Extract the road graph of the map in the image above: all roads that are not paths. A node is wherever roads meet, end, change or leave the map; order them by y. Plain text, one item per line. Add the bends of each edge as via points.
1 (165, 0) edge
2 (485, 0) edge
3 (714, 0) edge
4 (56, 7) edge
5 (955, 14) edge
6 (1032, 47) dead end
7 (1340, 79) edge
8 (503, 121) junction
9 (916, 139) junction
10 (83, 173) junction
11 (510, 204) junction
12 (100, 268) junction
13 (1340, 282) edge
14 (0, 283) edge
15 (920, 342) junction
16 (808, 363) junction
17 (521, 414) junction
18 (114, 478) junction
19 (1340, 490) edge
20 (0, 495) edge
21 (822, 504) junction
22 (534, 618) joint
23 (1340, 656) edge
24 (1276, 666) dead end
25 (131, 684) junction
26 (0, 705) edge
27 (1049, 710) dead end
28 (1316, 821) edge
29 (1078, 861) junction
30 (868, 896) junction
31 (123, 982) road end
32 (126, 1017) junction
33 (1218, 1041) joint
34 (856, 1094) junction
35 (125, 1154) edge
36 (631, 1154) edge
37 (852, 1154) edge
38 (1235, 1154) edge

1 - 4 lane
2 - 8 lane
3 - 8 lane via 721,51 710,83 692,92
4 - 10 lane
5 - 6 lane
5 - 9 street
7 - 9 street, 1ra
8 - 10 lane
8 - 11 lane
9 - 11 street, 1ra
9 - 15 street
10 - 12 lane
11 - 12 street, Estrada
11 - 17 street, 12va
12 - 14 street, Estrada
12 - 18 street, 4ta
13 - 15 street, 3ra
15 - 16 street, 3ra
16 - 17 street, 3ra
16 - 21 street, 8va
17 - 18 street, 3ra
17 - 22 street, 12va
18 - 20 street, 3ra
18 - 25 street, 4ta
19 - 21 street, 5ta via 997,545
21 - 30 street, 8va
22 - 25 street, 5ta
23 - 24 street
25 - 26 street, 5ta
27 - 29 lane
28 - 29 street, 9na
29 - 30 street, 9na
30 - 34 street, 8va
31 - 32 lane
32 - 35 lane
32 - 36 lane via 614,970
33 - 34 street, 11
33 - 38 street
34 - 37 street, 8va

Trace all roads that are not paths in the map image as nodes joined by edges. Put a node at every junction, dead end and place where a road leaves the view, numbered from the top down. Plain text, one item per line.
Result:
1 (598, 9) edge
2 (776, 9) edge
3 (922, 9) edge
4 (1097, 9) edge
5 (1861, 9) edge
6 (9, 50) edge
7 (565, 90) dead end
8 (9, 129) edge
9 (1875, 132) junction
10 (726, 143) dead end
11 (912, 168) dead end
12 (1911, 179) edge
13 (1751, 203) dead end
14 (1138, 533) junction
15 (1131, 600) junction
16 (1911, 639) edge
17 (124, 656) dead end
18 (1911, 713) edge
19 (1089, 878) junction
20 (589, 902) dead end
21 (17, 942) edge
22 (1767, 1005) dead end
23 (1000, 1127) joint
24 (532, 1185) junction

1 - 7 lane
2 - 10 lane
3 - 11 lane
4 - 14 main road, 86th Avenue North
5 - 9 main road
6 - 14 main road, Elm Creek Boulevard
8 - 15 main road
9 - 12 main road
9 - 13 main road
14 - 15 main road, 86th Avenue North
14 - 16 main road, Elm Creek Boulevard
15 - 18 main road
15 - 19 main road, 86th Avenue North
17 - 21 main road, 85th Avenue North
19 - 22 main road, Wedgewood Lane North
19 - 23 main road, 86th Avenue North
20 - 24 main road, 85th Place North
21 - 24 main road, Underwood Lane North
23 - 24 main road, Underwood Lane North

#####

**To do**
From the first line to the last, transcribe the records exactly.

**Result of this task**
Extract the road graph of the map in the image above: all roads that are not paths. A node is wherever roads meet, end, change or leave the map; order them by y. Plain text, one item per line. Add the bends of each edge as via points.
1 (165, 0) edge
2 (485, 0) edge
3 (714, 0) edge
4 (56, 7) edge
5 (955, 14) edge
6 (1032, 47) dead end
7 (1340, 79) edge
8 (503, 121) junction
9 (916, 139) junction
10 (83, 173) junction
11 (510, 204) junction
12 (100, 268) junction
13 (1340, 282) edge
14 (0, 283) edge
15 (920, 342) junction
16 (808, 363) junction
17 (521, 414) junction
18 (114, 478) junction
19 (1340, 490) edge
20 (0, 495) edge
21 (822, 504) junction
22 (534, 618) joint
23 (1340, 656) edge
24 (1276, 666) dead end
25 (131, 684) junction
26 (0, 705) edge
27 (1049, 710) dead end
28 (1316, 821) edge
29 (1078, 861) junction
30 (868, 896) junction
31 (123, 982) road end
32 (126, 1017) junction
33 (1218, 1041) joint
34 (856, 1094) junction
35 (125, 1154) edge
36 (631, 1154) edge
37 (852, 1154) edge
38 (1235, 1154) edge

1 - 4 lane
2 - 8 lane
3 - 8 lane via 721,51 710,83 692,92
4 - 10 lane
5 - 6 lane
5 - 9 street
7 - 9 street, 1ra
8 - 10 lane
8 - 11 lane
9 - 11 street, 1ra
9 - 15 street
10 - 12 lane
11 - 12 street, Estrada
11 - 17 street, 12va
12 - 14 street, Estrada
12 - 18 street, 4ta
13 - 15 street, 3ra
15 - 16 street, 3ra
16 - 17 street, 3ra
16 - 21 street, 8va
17 - 18 street, 3ra
17 - 22 street, 12va
18 - 20 street, 3ra
18 - 25 street, 4ta
19 - 21 street, 5ta via 997,545
21 - 30 street, 8va
22 - 25 street, 5ta
23 - 24 street
25 - 26 street, 5ta
27 - 29 lane
28 - 29 street, 9na
29 - 30 street, 9na
30 - 34 street, 8va
31 - 32 lane
32 - 35 lane
32 - 36 lane via 614,970
33 - 34 street, 11
33 - 38 street
34 - 37 street, 8va

Trace all roads that are not paths in the map image as nodes joined by edges. Put a node at every junction, dead end and place where a road leaves the view, numbered from the top down. Plain text, one item per line.
Result:
1 (598, 9) edge
2 (776, 9) edge
3 (922, 9) edge
4 (1097, 9) edge
5 (1861, 9) edge
6 (9, 50) edge
7 (565, 90) dead end
8 (9, 129) edge
9 (1875, 132) junction
10 (726, 143) dead end
11 (912, 168) dead end
12 (1911, 179) edge
13 (1751, 203) dead end
14 (1138, 533) junction
15 (1131, 600) junction
16 (1911, 639) edge
17 (124, 656) dead end
18 (1911, 713) edge
19 (1089, 878) junction
20 (589, 902) dead end
21 (17, 942) edge
22 (1767, 1005) dead end
23 (1000, 1127) joint
24 (532, 1185) junction

1 - 7 lane
2 - 10 lane
3 - 11 lane
4 - 14 main road, 86th Avenue North
5 - 9 main road
6 - 14 main road, Elm Creek Boulevard
8 - 15 main road
9 - 12 main road
9 - 13 main road
14 - 15 main road, 86th Avenue North
14 - 16 main road, Elm Creek Boulevard
15 - 18 main road
15 - 19 main road, 86th Avenue North
17 - 21 main road, 85th Avenue North
19 - 22 main road, Wedgewood Lane North
19 - 23 main road, 86th Avenue North
20 - 24 main road, 85th Place North
21 - 24 main road, Underwood Lane North
23 - 24 main road, Underwood Lane North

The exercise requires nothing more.